[Stored data entries]
[Start of section]
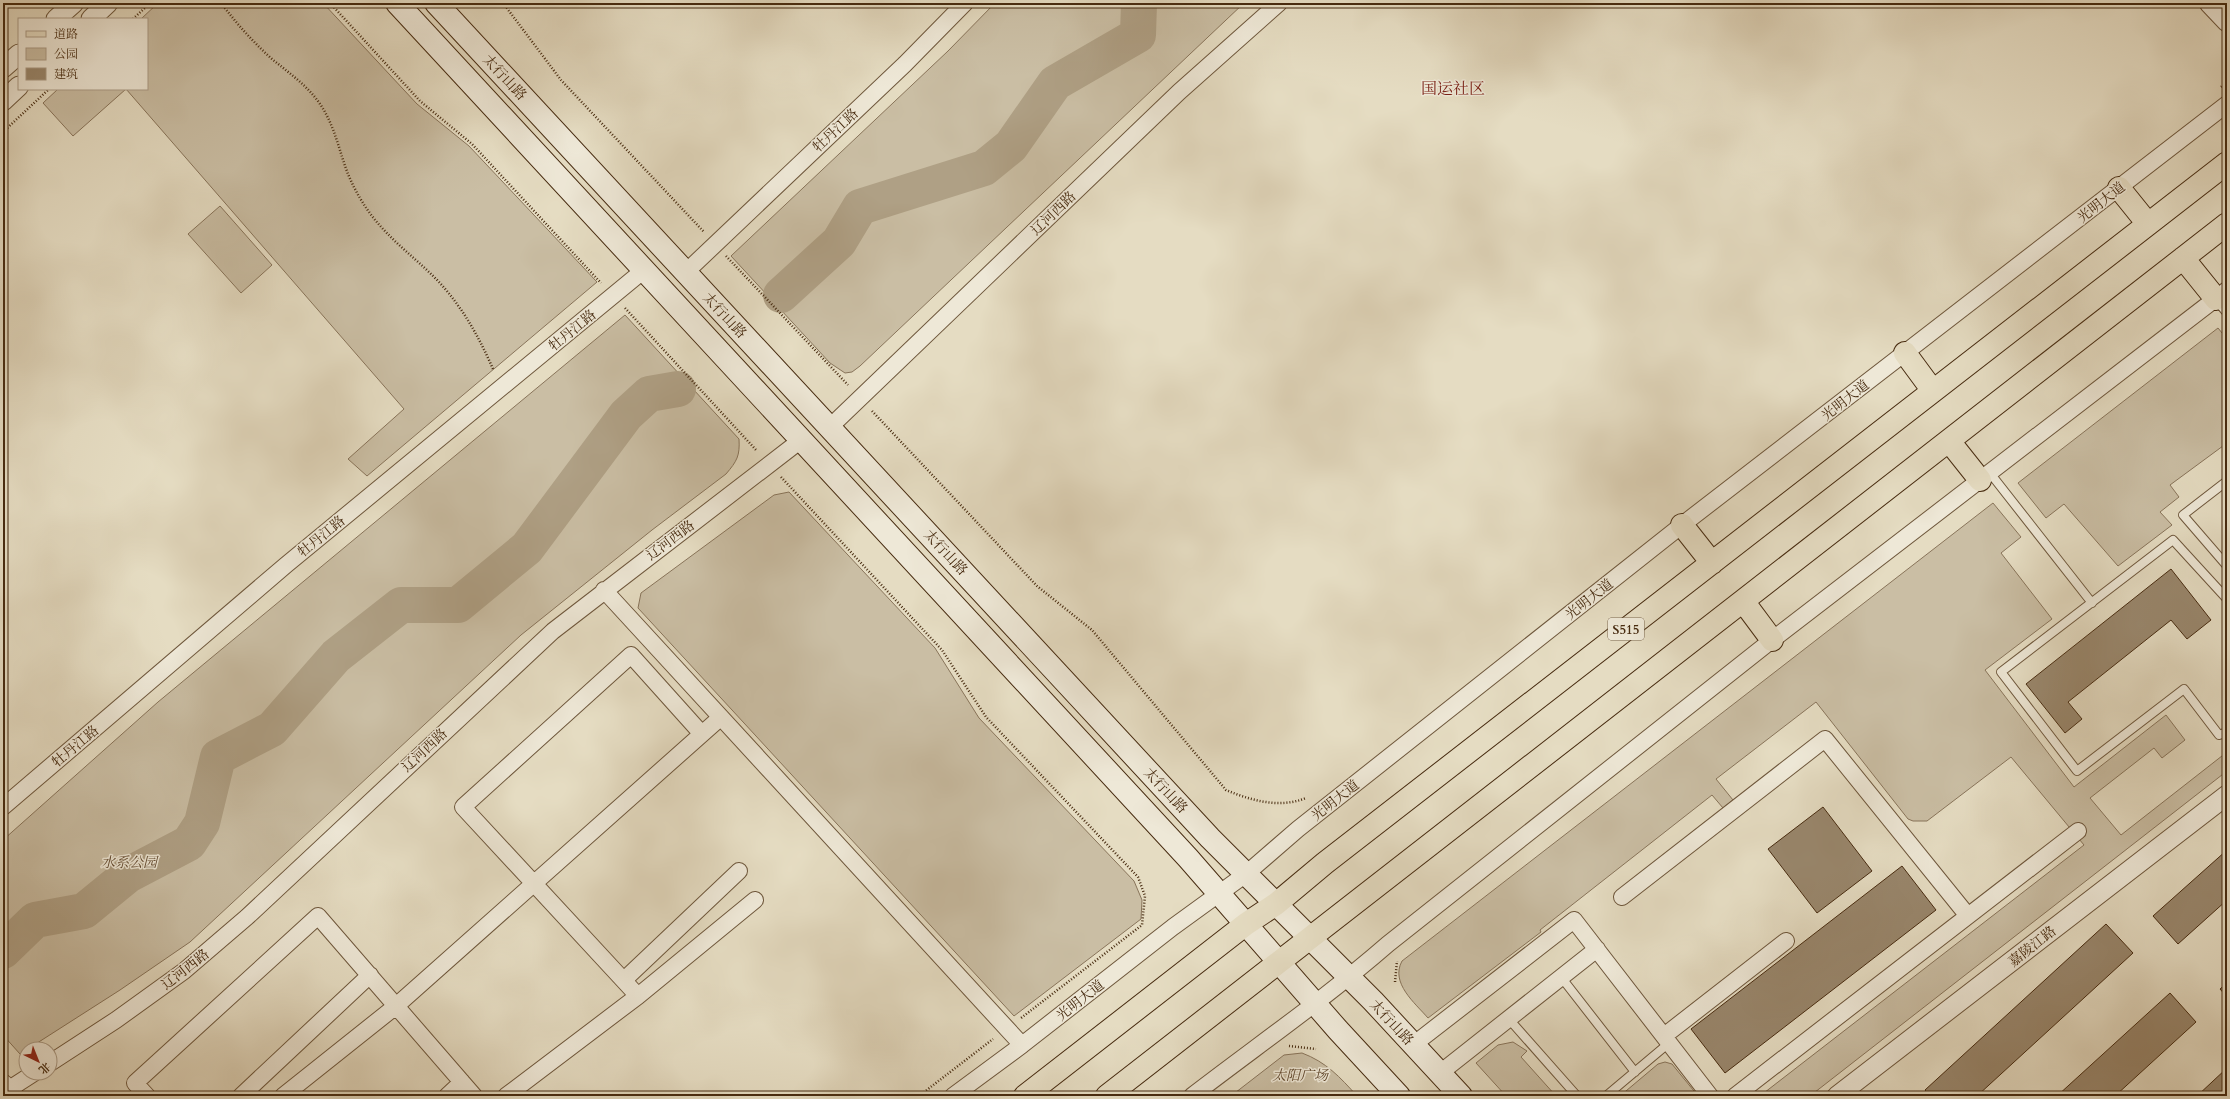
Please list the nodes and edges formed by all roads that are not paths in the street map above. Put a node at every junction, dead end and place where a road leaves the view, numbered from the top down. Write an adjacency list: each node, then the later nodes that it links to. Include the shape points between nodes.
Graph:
1 (74, 3): 8 (street)
2 (108, 3): 9 (street)
3 (397, 3): 21 (main road, 太行山路)
4 (436, 3): 22 (main road, 太行山路)
5 (966, 3): 22 (street, 牡丹江路)
6 (1279, 3): 26 (street, 辽河西路, via 1173,98)
7 (2209, 3): 10 (street)
8 (57, 18)
9 (92, 18)
10 (2227, 22)
11 (18, 55): 12 (street)
12 (3, 68)
13 (18, 87): 14 (street)
14 (3, 101)
15 (2227, 104): 17 (street, 光明大道)
16 (2227, 163): 18 (main road, S515)
17 (2119, 188): 18 (main road); 24 (street, 光明大道)
18 (2148, 224): 25 (main road, S515)
19 (2227, 224): 20 (main road)
20 (2183, 258): 23 (main road); 28 (main road)
21 (644, 270): 27 (main road, 太行山路); 43 (street, 牡丹江路, via 286,566)
22 (686, 272): 26 (main road, 太行山路)
23 (2223, 301): 29 (street)
24 (1905, 353): 25 (main road); 31 (street, 光明大道)
25 (1933, 391): 32 (main road, S515)
26 (830, 427): 46 (main road, 太行山路)
27 (802, 440): 34 (street, 辽河西路); 48 (main road, 太行山路)
28 (1949, 441): 29 (main road); 36 (main road)
29 (1985, 477): 37 (lane); 38 (street)
30 (2227, 481): 33 (lane, via 2183,515)
31 (1682, 525): 32 (main road); 46 (street, 光明大道, via 1298,829)
32 (1712, 563): 51 (main road, S515, via 1331,858)
33 (2227, 566)
34 (604, 590): 39 (street); 69 (street, 辽河西路, via 527,654 214,946 145,999)
35 (2227, 599): 37 (lane, via 2173,540)
36 (1743, 601): 38 (main road); 54 (main road)
37 (2092, 602): 40 (lane, via 2001,672 2077,771 2184,689 2219,735)
38 (1772, 640): 59 (street, via 1388,944)
39 (720, 718): 41 (street); 67 (street)
40 (2227, 732)
41 (701, 733): 47 (street); 47 (street, via 631,655 463,807)
42 (2227, 795): 91 (street, 嘉陵江路)
43 (3, 807)
44 (2078, 831): 52 (street)
45 (740, 871): 61 (street)
46 (1246, 874): 48 (street, 光明大道); 51 (main road, 太行山路)
47 (534, 882): 61 (street); 64 (street)
48 (1218, 892): 53 (main road, 太行山路); 67 (street, 光明大道)
49 (1622, 897): 52 (street, via 1825,739)
50 (755, 900): 62 (street)
51 (1276, 904): 53 (main road, S515); 54 (main road, 太行山路)
52 (1968, 916): 90 (street)
53 (1246, 924): 57 (main road, 太行山路); 82 (main road, S515)
54 (1311, 939): 57 (main road); 59 (main road, 太行山路)
55 (1786, 941): 66 (street)
56 (1597, 949): 60 (street); 66 (street); 68 (street, via 1574,920)
57 (1280, 963): 63 (main road, 太行山路); 83 (main road)
58 (370, 976): 64 (street); 75 (street, via 318,916 135,1083); 76 (street)
59 (1350, 977): 63 (street); 68 (main road, 太行山路)
60 (1561, 977): 65 (street); 70 (lane)
61 (624, 980): 62 (street)
62 (638, 996): 80 (street)
63 (1314, 1002): 84 (street); 85 (main road, 太行山路)
64 (396, 1006): 73 (street); 77 (street)
65 (1508, 1018): 71 (street); 87 (lane)
66 (1666, 1040): 70 (lane); 89 (street)
67 (1022, 1045): 81 (street, 光明大道)
68 (1413, 1045): 71 (main road, 太行山路)
69 (58, 1058)
70 (1635, 1072): 88 (lane)
71 (1440, 1073): 86 (main road, 太行山路)
72 (22, 1081): 74 (street)
73 (462, 1082): 78 (street); 79 (street)
74 (7, 1091)
75 (147, 1096)
76 (241, 1096)
77 (283, 1096)
78 (447, 1096)
79 (474, 1096)
80 (506, 1096)
81 (953, 1096)
82 (1025, 1096)
83 (1107, 1096)
84 (1192, 1096)
85 (1399, 1096)
86 (1461, 1096)
87 (1577, 1096)
88 (1606, 1096)
89 (1710, 1096)
90 (1735, 1096)
91 (1837, 1096)

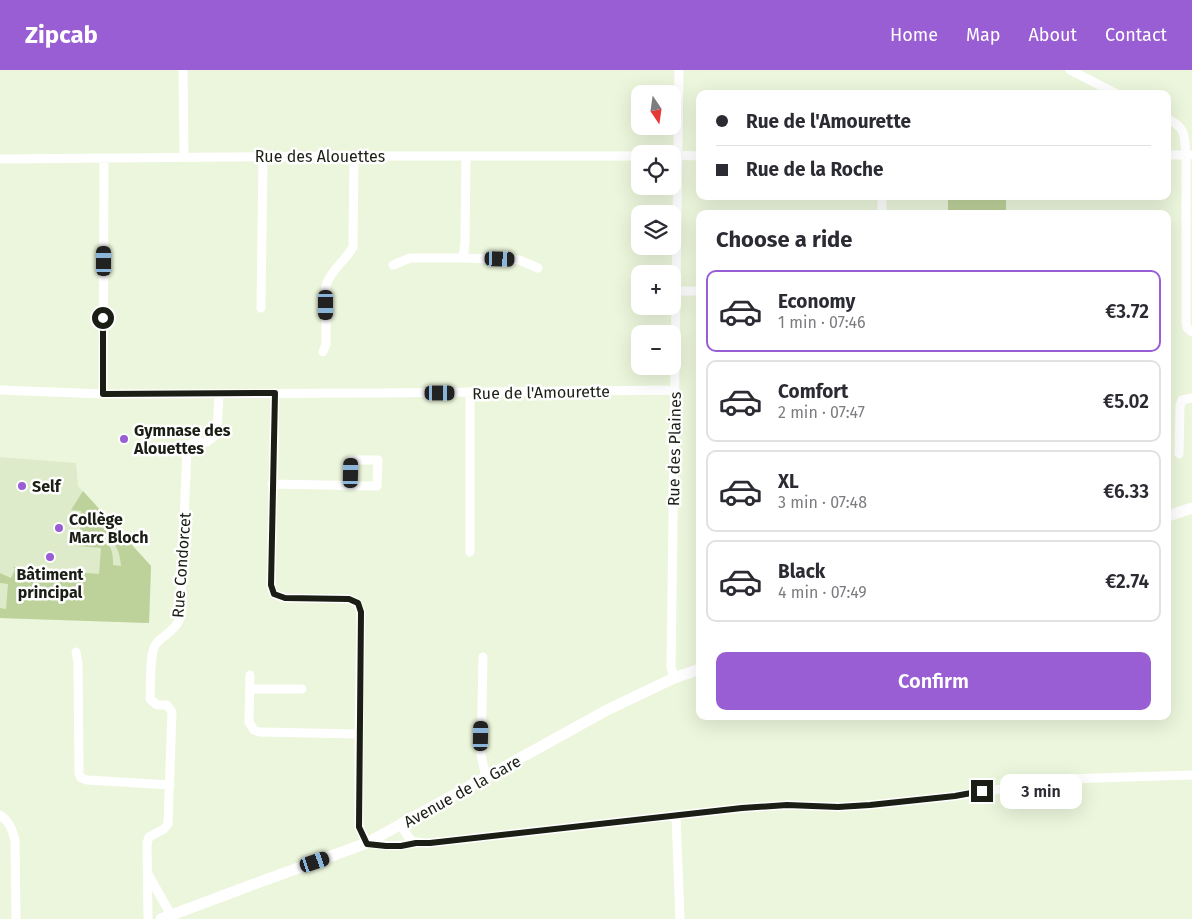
[End of section]
* **TASK DIRECTIONS**:
Copy the data word for word. Pictures do not go in the copy.

* **RESPONSE TO THE EXERCISE**:
Please list the nodes and edges formed by all roads that are not paths in the street map above. Put a node at every junction, dead end and place where a road leaves the view, numbered from the top down. Write an adjacency list: each node, then the later nodes that it links to. Include the shape points between nodes.
Graph:
1 (74, 3): 8 (street)
2 (108, 3): 9 (street)
3 (397, 3): 21 (main road, 太行山路)
4 (436, 3): 22 (main road, 太行山路)
5 (966, 3): 22 (street, 牡丹江路)
6 (1279, 3): 26 (street, 辽河西路, via 1173,98)
7 (2209, 3): 10 (street)
8 (57, 18)
9 (92, 18)
10 (2227, 22)
11 (18, 55): 12 (street)
12 (3, 68)
13 (18, 87): 14 (street)
14 (3, 101)
15 (2227, 104): 17 (street, 光明大道)
16 (2227, 163): 18 (main road, S515)
17 (2119, 188): 18 (main road); 24 (street, 光明大道)
18 (2148, 224): 25 (main road, S515)
19 (2227, 224): 20 (main road)
20 (2183, 258): 23 (main road); 28 (main road)
21 (644, 270): 27 (main road, 太行山路); 43 (street, 牡丹江路, via 286,566)
22 (686, 272): 26 (main road, 太行山路)
23 (2223, 301): 29 (street)
24 (1905, 353): 25 (main road); 31 (street, 光明大道)
25 (1933, 391): 32 (main road, S515)
26 (830, 427): 46 (main road, 太行山路)
27 (802, 440): 34 (street, 辽河西路); 48 (main road, 太行山路)
28 (1949, 441): 29 (main road); 36 (main road)
29 (1985, 477): 37 (lane); 38 (street)
30 (2227, 481): 33 (lane, via 2183,515)
31 (1682, 525): 32 (main road); 46 (street, 光明大道, via 1298,829)
32 (1712, 563): 51 (main road, S515, via 1331,858)
33 (2227, 566)
34 (604, 590): 39 (street); 69 (street, 辽河西路, via 527,654 214,946 145,999)
35 (2227, 599): 37 (lane, via 2173,540)
36 (1743, 601): 38 (main road); 54 (main road)
37 (2092, 602): 40 (lane, via 2001,672 2077,771 2184,689 2219,735)
38 (1772, 640): 59 (street, via 1388,944)
39 (720, 718): 41 (street); 67 (street)
40 (2227, 732)
41 (701, 733): 47 (street); 47 (street, via 631,655 463,807)
42 (2227, 795): 91 (street, 嘉陵江路)
43 (3, 807)
44 (2078, 831): 52 (street)
45 (740, 871): 61 (street)
46 (1246, 874): 48 (street, 光明大道); 51 (main road, 太行山路)
47 (534, 882): 61 (street); 64 (street)
48 (1218, 892): 53 (main road, 太行山路); 67 (street, 光明大道)
49 (1622, 897): 52 (street, via 1825,739)
50 (755, 900): 62 (street)
51 (1276, 904): 53 (main road, S515); 54 (main road, 太行山路)
52 (1968, 916): 90 (street)
53 (1246, 924): 57 (main road, 太行山路); 82 (main road, S515)
54 (1311, 939): 57 (main road); 59 (main road, 太行山路)
55 (1786, 941): 66 (street)
56 (1597, 949): 60 (street); 66 (street); 68 (street, via 1574,920)
57 (1280, 963): 63 (main road, 太行山路); 83 (main road)
58 (370, 976): 64 (street); 75 (street, via 318,916 135,1083); 76 (street)
59 (1350, 977): 63 (street); 68 (main road, 太行山路)
60 (1561, 977): 65 (street); 70 (lane)
61 (624, 980): 62 (street)
62 (638, 996): 80 (street)
63 (1314, 1002): 84 (street); 85 (main road, 太行山路)
64 (396, 1006): 73 (street); 77 (street)
65 (1508, 1018): 71 (street); 87 (lane)
66 (1666, 1040): 70 (lane); 89 (street)
67 (1022, 1045): 81 (street, 光明大道)
68 (1413, 1045): 71 (main road, 太行山路)
69 (58, 1058)
70 (1635, 1072): 88 (lane)
71 (1440, 1073): 86 (main road, 太行山路)
72 (22, 1081): 74 (street)
73 (462, 1082): 78 (street); 79 (street)
74 (7, 1091)
75 (147, 1096)
76 (241, 1096)
77 (283, 1096)
78 (447, 1096)
79 (474, 1096)
80 (506, 1096)
81 (953, 1096)
82 (1025, 1096)
83 (1107, 1096)
84 (1192, 1096)
85 (1399, 1096)
86 (1461, 1096)
87 (1577, 1096)
88 (1606, 1096)
89 (1710, 1096)
90 (1735, 1096)
91 (1837, 1096)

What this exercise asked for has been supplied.